──────── Entries provided
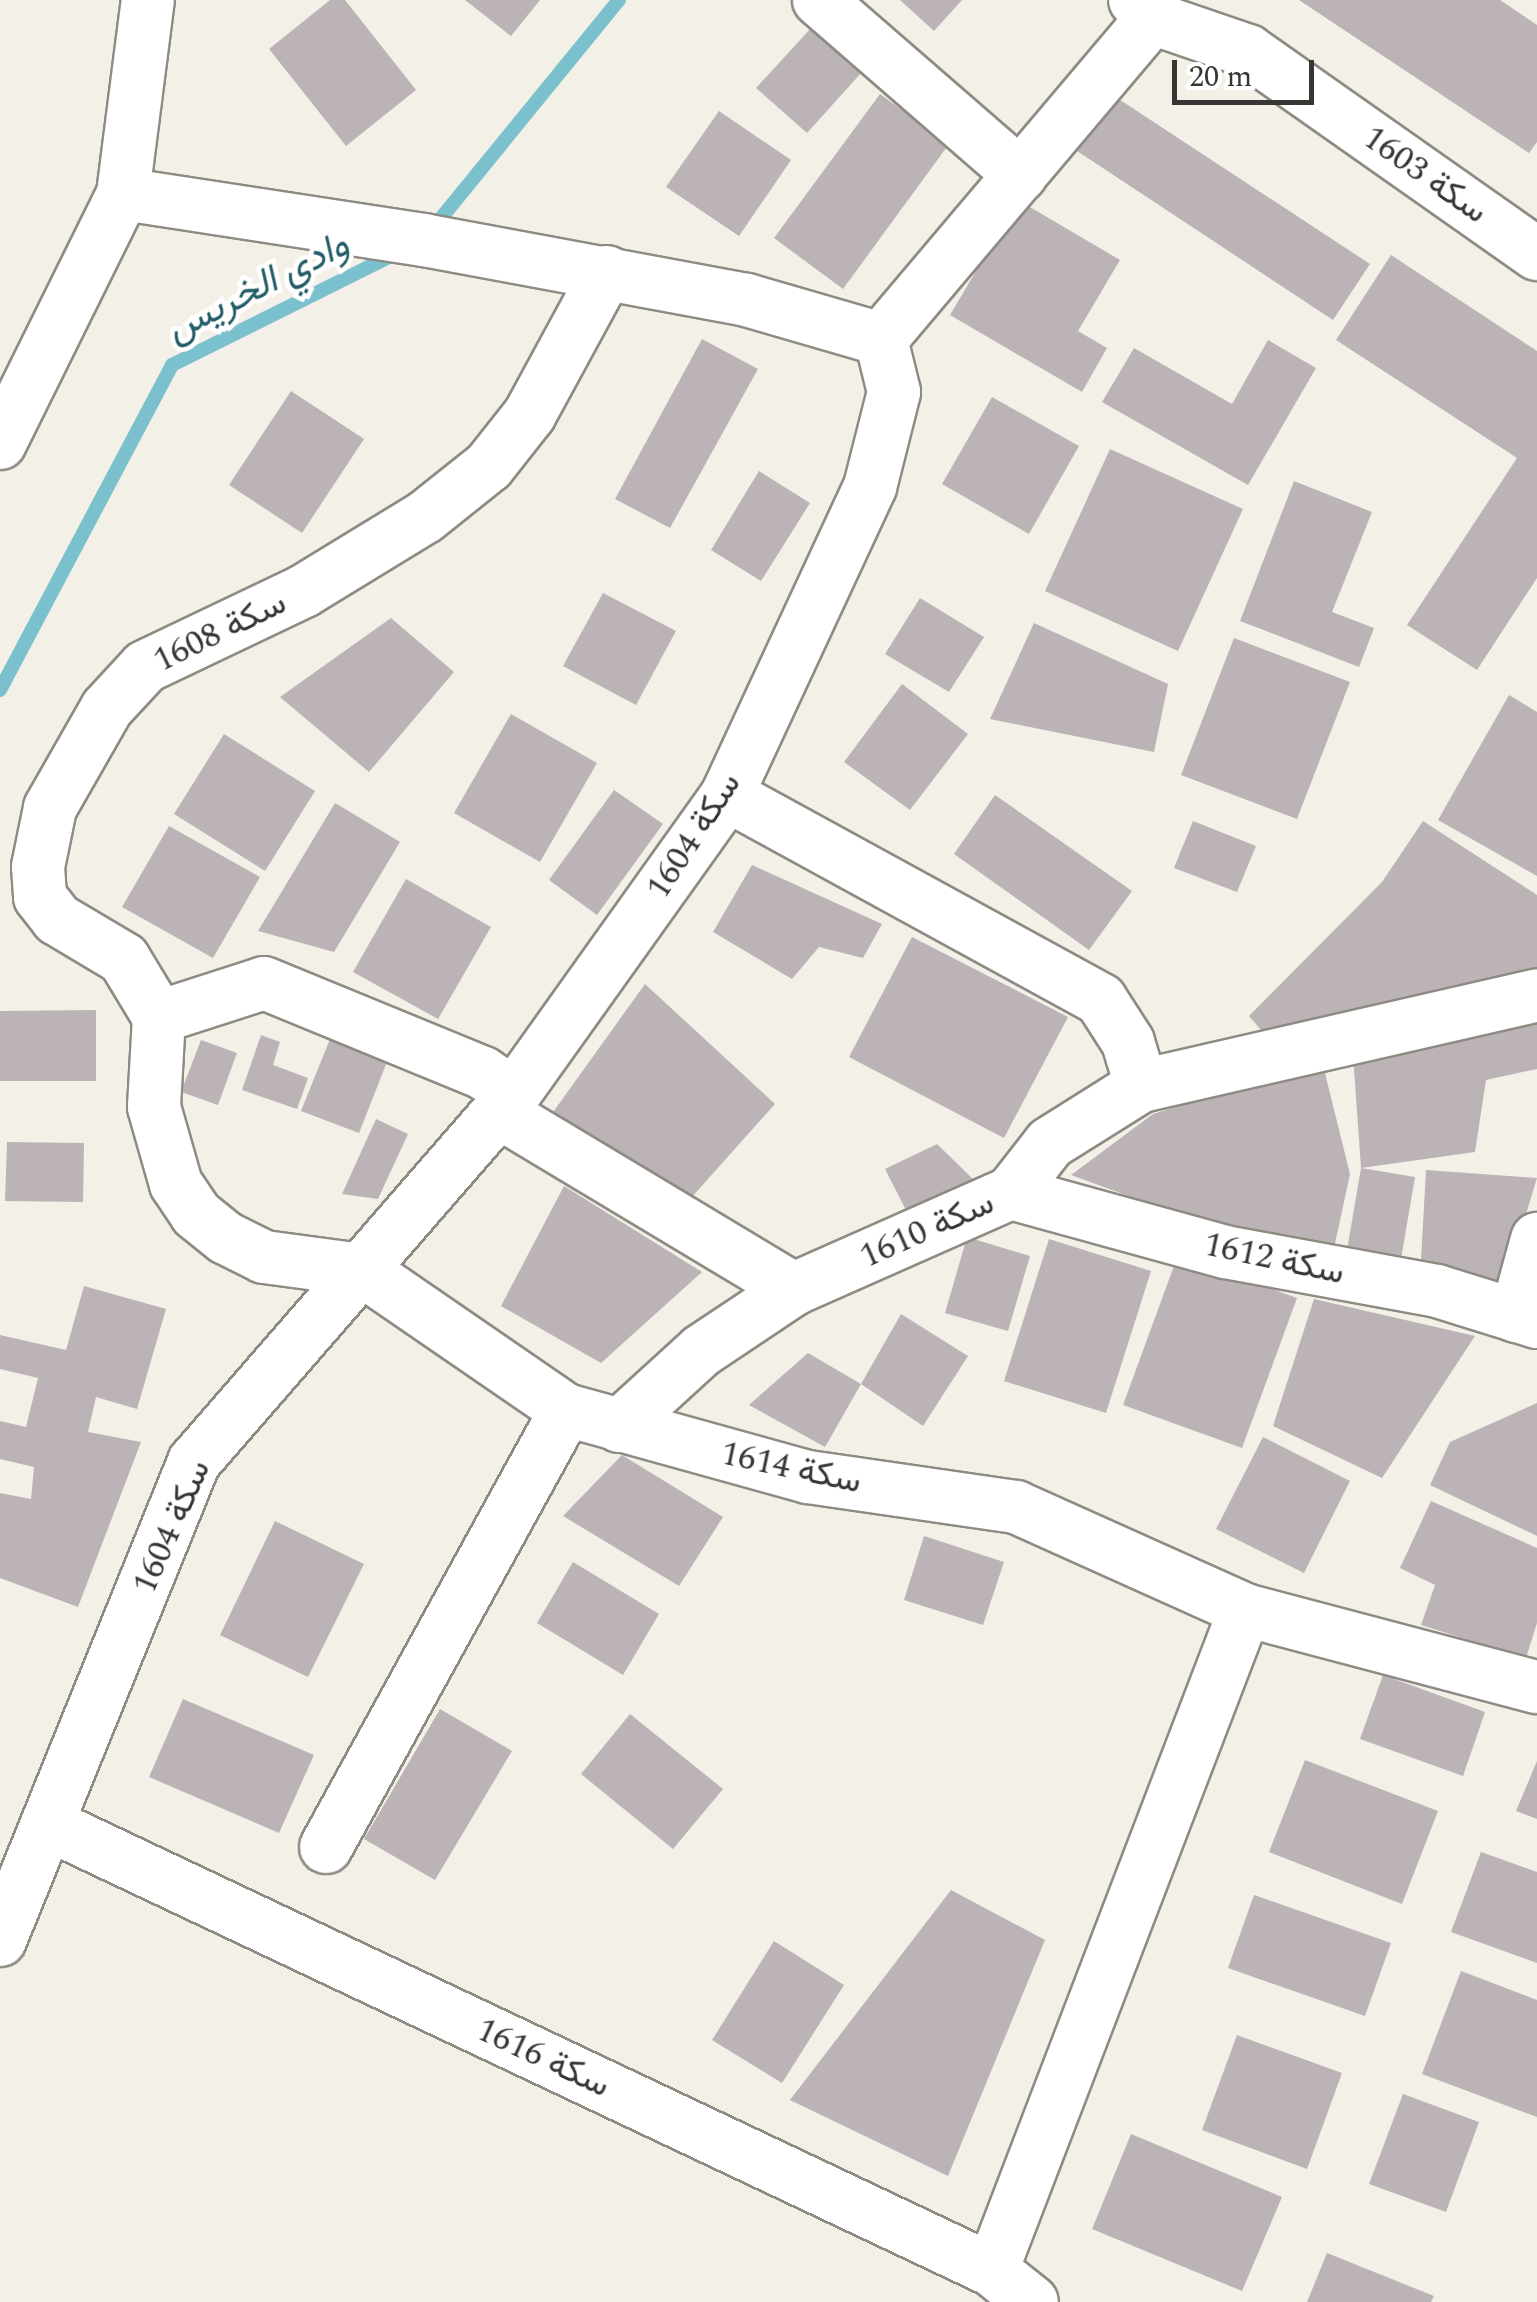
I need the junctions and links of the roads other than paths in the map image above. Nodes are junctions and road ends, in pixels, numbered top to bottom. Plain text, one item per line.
1 (148, 0) edge
2 (819, 0) edge
3 (1143, 9) edge
4 (1020, 174) junction
5 (122, 194) junction
6 (1537, 254) edge
7 (607, 272) junction
8 (881, 339) junction
9 (0, 442) edge
10 (727, 795) junction
11 (1537, 995) edge
12 (159, 1017) junction
13 (1141, 1086) junction
14 (506, 1102) junction
15 (1011, 1192) junction
16 (1537, 1240) edge
17 (362, 1270) junction
18 (794, 1289) junction
19 (1527, 1319) edge
20 (566, 1410) junction
21 (618, 1426) junction
22 (1245, 1610) junction
23 (1537, 1687) edge
24 (48, 1824) junction
25 (326, 1847) dead end
26 (0, 1940) edge
27 (1012, 2286) edge

1 - 5 street
2 - 4 street
3 - 4 street
3 - 6 street, سكة 1603
4 - 8 street
5 - 7 street
5 - 9 street
7 - 8 street
7 - 12 street, سكة 1608
8 - 10 street, سكة 1604
10 - 13 street
10 - 14 street, سكة 1604
11 - 13 street, سكة 1610
12 - 14 street
12 - 17 street
13 - 15 street, سكة 1610
14 - 17 street, سكة 1604
14 - 18 street
15 - 18 street, سكة 1610
15 - 19 street, سكة 1612
16 - 19 street
17 - 20 street, سكة 1614
17 - 24 street, سكة 1604
18 - 21 street, سكة 1610
20 - 21 street, سكة 1614
20 - 25 street
21 - 22 street, سكة 1614
22 - 23 street, سكة 1614
22 - 27 street
24 - 26 street, سكة 1604
24 - 27 street, سكة 1616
────────────────
> Your assignment
For this exercise, retype the listing above word for word and omit the pictures.

> Answer to this problem
I need the junctions and links of the roads other than paths in the map image above. Nodes are junctions and road ends, in pixels, numbered top to bottom. Plain text, one item per line.
1 (148, 0) edge
2 (819, 0) edge
3 (1143, 9) edge
4 (1020, 174) junction
5 (122, 194) junction
6 (1537, 254) edge
7 (607, 272) junction
8 (881, 339) junction
9 (0, 442) edge
10 (727, 795) junction
11 (1537, 995) edge
12 (159, 1017) junction
13 (1141, 1086) junction
14 (506, 1102) junction
15 (1011, 1192) junction
16 (1537, 1240) edge
17 (362, 1270) junction
18 (794, 1289) junction
19 (1527, 1319) edge
20 (566, 1410) junction
21 (618, 1426) junction
22 (1245, 1610) junction
23 (1537, 1687) edge
24 (48, 1824) junction
25 (326, 1847) dead end
26 (0, 1940) edge
27 (1012, 2286) edge

1 - 5 street
2 - 4 street
3 - 4 street
3 - 6 street, سكة 1603
4 - 8 street
5 - 7 street
5 - 9 street
7 - 8 street
7 - 12 street, سكة 1608
8 - 10 street, سكة 1604
10 - 13 street
10 - 14 street, سكة 1604
11 - 13 street, سكة 1610
12 - 14 street
12 - 17 street
13 - 15 street, سكة 1610
14 - 17 street, سكة 1604
14 - 18 street
15 - 18 street, سكة 1610
15 - 19 street, سكة 1612
16 - 19 street
17 - 20 street, سكة 1614
17 - 24 street, سكة 1604
18 - 21 street, سكة 1610
20 - 21 street, سكة 1614
20 - 25 street
21 - 22 street, سكة 1614
22 - 23 street, سكة 1614
22 - 27 street
24 - 26 street, سكة 1604
24 - 27 street, سكة 1616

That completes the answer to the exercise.